Re: [PATCH 2/2] xfs: run blockgc on freeze to avoid iget stalls after reclaim

Dave Chinner <david@xxxxxxxxxxxxx> · Wed, 2 Feb 2022 13:22:40 +1100

On Mon, Jan 24, 2022 at 11:57:12AM -0500, Brian Foster wrote:
> On Wed, Jan 19, 2022 at 04:36:36PM -0800, Darrick J. Wong wrote:
> > > Of course if you wanted to recycle inactive inodes or do something else
> > > entirely, then it's probably not worth going down this path..
> > 
> > I'm a bit partial to /trying/ to recycle inactive inodes because (a)
> > it's less tangling with -fsdevel for you and (b) inode scans in the
> > online repair patchset got a little weird once xfs_iget lost the ability
> > to recycle _NEEDS_INACTIVE inodes...
> > 
> > OTOH I tried to figure out how to deal with the lockless list that those
> > inodes are put on, and I couldn't figure out how to get them off the
> > list safely, so that might be a dead end.  If you have any ideas I'm all
> > ears. :)
> > 
> 
> So one of the things that I've been kind of unclear on about the current
> deferred inactivation implementation is the primary goal of the percpu
> optimization. I obviously can see the value of the percpu list in
> general, but how much processing needs to occur in percpu context to
> achieve the primary goal?
> 
> For example, I can see how a single or small multi threaded sustained
> file removal might be batched efficiently, but what happens if said task
> happens to bounce around many cpus?

In that case we have a scheduler problem, not a per-cpu
infrastructure issue.

> What if a system has hundreds of
> cpus and enough removal tasks to populate most or all of the
> queues?

It behaves identically to before the per-cpu inactivation queues
were added. Essentially, everything serialises and burns CPU
spinning on the CIL push lock regardless of where the work is coming
from. The per-cpu queues do not impact this behaviour at all, nor do
they change the distribution of the work that needs to be done.

Even Darrick's original proposal had this same behaviour:

https://lore.kernel.org/linux-xfs/20210801234709.GD2757197@xxxxxxxxxxxxxxxxxxx/

> Is
> it worth having 200 percpu workqueue tasks doing block truncations and
> inode frees to a filesystem that might have something like 16-32 AGs?

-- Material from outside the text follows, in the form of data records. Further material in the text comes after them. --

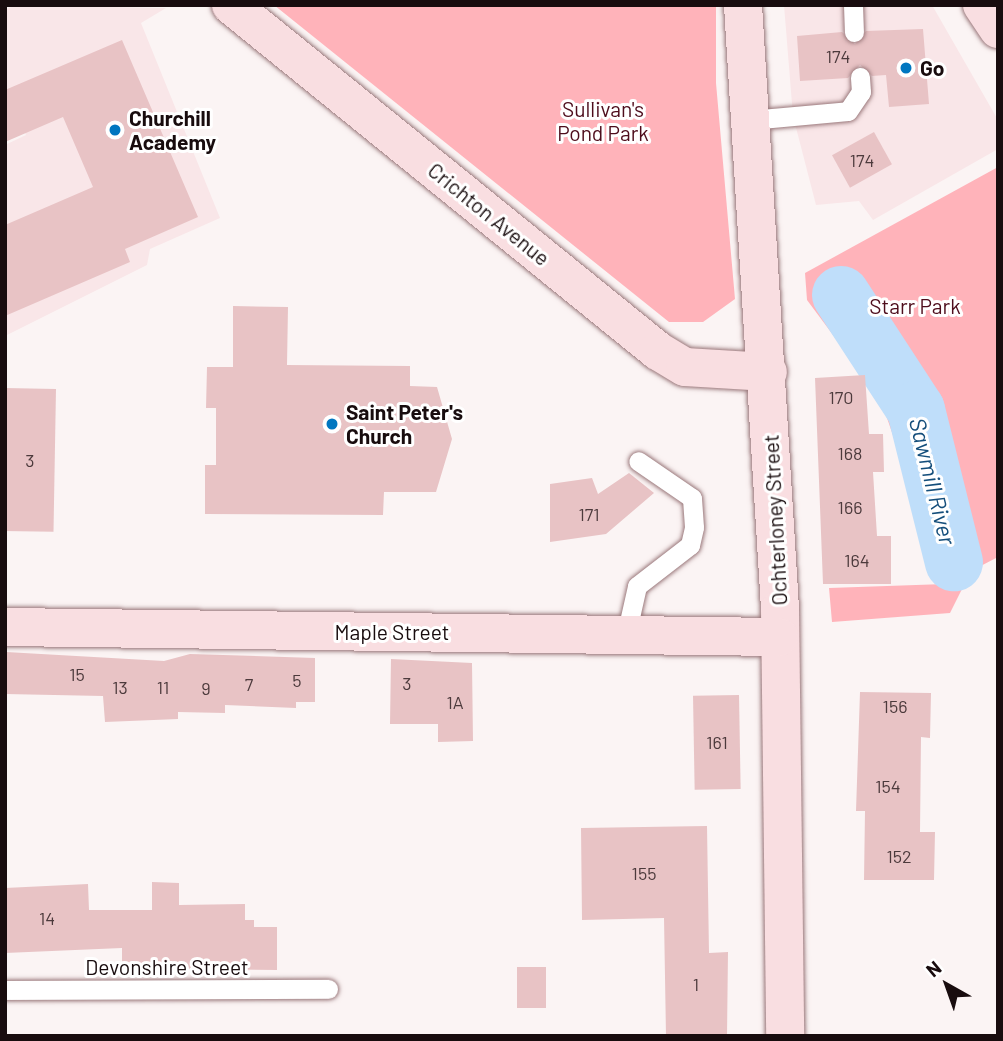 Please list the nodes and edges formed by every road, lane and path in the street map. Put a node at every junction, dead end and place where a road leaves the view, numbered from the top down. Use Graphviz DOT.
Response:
graph roads {
  1 [pos="231,5"];
  2 [pos="743,5"];
  3 [pos="853,5"];
  4 [pos="982,5"];
  5 [pos="998,29"];
  6 [pos="854,32"];
  7 [pos="860,77"];
  8 [pos="750,120"];
  9 [pos="768,372"];
  10 [pos="639,461"];
  11 [pos="5,626"];
  12 [pos="626,635"];
  13 [pos="779,637"];
  14 [pos="328,989"];
  15 [pos="5,990"];
  16 [pos="785,1036"];
  1 -- 9 [label="main road, Crichton Avenue"];
  2 -- 8 [label="main road, Ochterloney Street"];
  3 -- 6 [label="lane"];
  4 -- 5 [label="main road"];
  7 -- 8 [label="lane"];
  8 -- 9 [label="main road, Ochterloney Street"];
  9 -- 13 [label="main road, Ochterloney Street"];
  10 -- 12 [label="lane"];
  11 -- 12 [label="main road, Maple Street"];
  12 -- 13 [label="main road, Maple Street"];
  13 -- 16 [label="main road, Ochterloney Street"];
  14 -- 15 [label="lane, Devonshire Street"];
}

If you have a workload with 200-way concurrency that hits a
filesystem path with 16-32 way concurrency because of per-AG
locking (e.g. unlink needs to lock the AGI twice - once to put the
inode on the unlinked list, then again to remove and free it),
then you're only going to get 16-32 way concurrency from your
workload regardless of whether you have per-cpu algorithms for parts
of the workload.